Taxes as an Independent Contractor

This is the part that catches many new locum physicians off guard. Unlike salaried positions where taxes are automatically withheld, locum tenens physicians are typically classified as independent contractors. You receive a 1099-NEC instead of a W-2, and nothing is withheld from your pay for federal income tax, Social Security, or Medicare.

That means you’re responsible for making quarterly estimated tax payments to the IRS using Form 1040-ES. These are due April 15, June 15, September 15, and January 15. Miss these deadlines and you’ll face penalties. On top of federal and state income taxes, you pay self-employment tax at 15.3% on your net earnings, which covers both the employee and employer portions of Social Security and Medicare.

The upside is that you can deduct a wide range of business expenses that permanent employees cannot. Common deductions for locum physicians include:

  • Travel costs: Flights, rental cars, lodging, baggage fees, and mileage (the IRS standard rate for 2026 is 70 cents per mile) when not reimbursed by your agency
  • Meals: Food costs while traveling for assignments
  • Professional development: CME courses, conference travel, licensing fees, DEA registration, board certification costs, and professional dues
  • Equipment and supplies: Your phone, medical equipment, and work-related technology
  • Health insurance premiums: Deductible as a business expense when you pay for your own coverage
  • Malpractice insurance: Deductible if you pay for it yourself rather than having it covered by an agency
  • Home office: A portion of rent, mortgage interest, utilities, and internet if you use part of your home regularly and exclusively for administrative work

Working with a tax professional who understands 1099 income and self-employment tax is well worth the expense, particularly in your first year of locum work when the shift from W-2 employment can lead to costly mistakes.

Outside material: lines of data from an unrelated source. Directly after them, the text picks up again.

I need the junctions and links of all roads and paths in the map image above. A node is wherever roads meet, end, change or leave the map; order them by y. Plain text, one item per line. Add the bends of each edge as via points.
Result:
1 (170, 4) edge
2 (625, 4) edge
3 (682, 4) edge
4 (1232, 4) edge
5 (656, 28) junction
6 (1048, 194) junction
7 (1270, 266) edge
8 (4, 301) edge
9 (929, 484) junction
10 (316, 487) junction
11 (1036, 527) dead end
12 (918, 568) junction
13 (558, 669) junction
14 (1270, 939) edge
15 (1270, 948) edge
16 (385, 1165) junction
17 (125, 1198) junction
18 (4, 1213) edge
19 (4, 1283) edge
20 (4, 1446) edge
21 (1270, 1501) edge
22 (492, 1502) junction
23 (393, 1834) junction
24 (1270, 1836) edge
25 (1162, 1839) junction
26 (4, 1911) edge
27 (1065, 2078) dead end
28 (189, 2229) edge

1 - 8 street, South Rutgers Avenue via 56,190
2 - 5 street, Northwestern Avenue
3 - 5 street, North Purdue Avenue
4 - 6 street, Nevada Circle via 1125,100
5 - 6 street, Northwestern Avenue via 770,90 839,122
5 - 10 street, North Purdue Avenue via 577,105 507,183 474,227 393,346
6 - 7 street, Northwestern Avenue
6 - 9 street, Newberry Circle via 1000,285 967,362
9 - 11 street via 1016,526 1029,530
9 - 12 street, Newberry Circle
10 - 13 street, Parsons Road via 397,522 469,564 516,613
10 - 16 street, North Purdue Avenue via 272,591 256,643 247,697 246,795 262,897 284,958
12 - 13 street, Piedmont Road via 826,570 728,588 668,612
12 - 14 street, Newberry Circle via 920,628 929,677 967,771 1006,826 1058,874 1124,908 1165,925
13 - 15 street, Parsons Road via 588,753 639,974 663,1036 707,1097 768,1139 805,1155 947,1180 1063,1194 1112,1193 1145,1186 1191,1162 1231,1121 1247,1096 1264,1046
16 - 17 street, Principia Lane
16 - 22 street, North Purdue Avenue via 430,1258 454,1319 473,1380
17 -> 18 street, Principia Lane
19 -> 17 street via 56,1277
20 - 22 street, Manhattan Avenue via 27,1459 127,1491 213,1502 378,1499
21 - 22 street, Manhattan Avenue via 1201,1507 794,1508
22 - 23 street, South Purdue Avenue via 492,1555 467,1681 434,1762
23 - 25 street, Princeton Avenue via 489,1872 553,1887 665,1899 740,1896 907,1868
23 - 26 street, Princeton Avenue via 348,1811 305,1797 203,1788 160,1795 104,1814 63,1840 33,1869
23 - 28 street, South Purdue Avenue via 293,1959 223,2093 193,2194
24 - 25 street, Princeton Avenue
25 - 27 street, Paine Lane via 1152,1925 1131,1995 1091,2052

Credentialing Before Your First Assignment

Every facility where you work will need to credential you independently, even if you’re fully licensed in that state. Credentialing verifies your education, training, board certification, malpractice history, and work history. Your agency handles much of this process, but you’ll need to keep an up-to-date CV, copies of your transcripts and exam scores, your medical school diploma, postgraduate certificates, and any other relevant documentation ready to submit promptly.

Credentialing can take weeks, sometimes longer, depending on the facility. The single biggest thing you can do to speed up your start date is respond quickly to document requests and keep your files organized. Some physicians maintain a digital credentialing folder that they can share at a moment’s notice, which makes the gap between accepting an assignment and actually starting as short as possible.

Benefits and Insurance You Arrange Yourself

As an independent contractor, you don’t receive employer-sponsored benefits. Health insurance, retirement savings, disability coverage, and life insurance are all your responsibility to arrange and fund. Health insurance premiums are deductible as a business expense, which helps offset the cost, but you still need to actively select and maintain a plan.

For retirement, options like a solo 401(k) or SEP IRA let self-employed physicians contribute significantly more than a traditional IRA. Since you’re earning well and paying self-employment tax, maximizing these contributions can meaningfully reduce your tax burden while building long-term savings.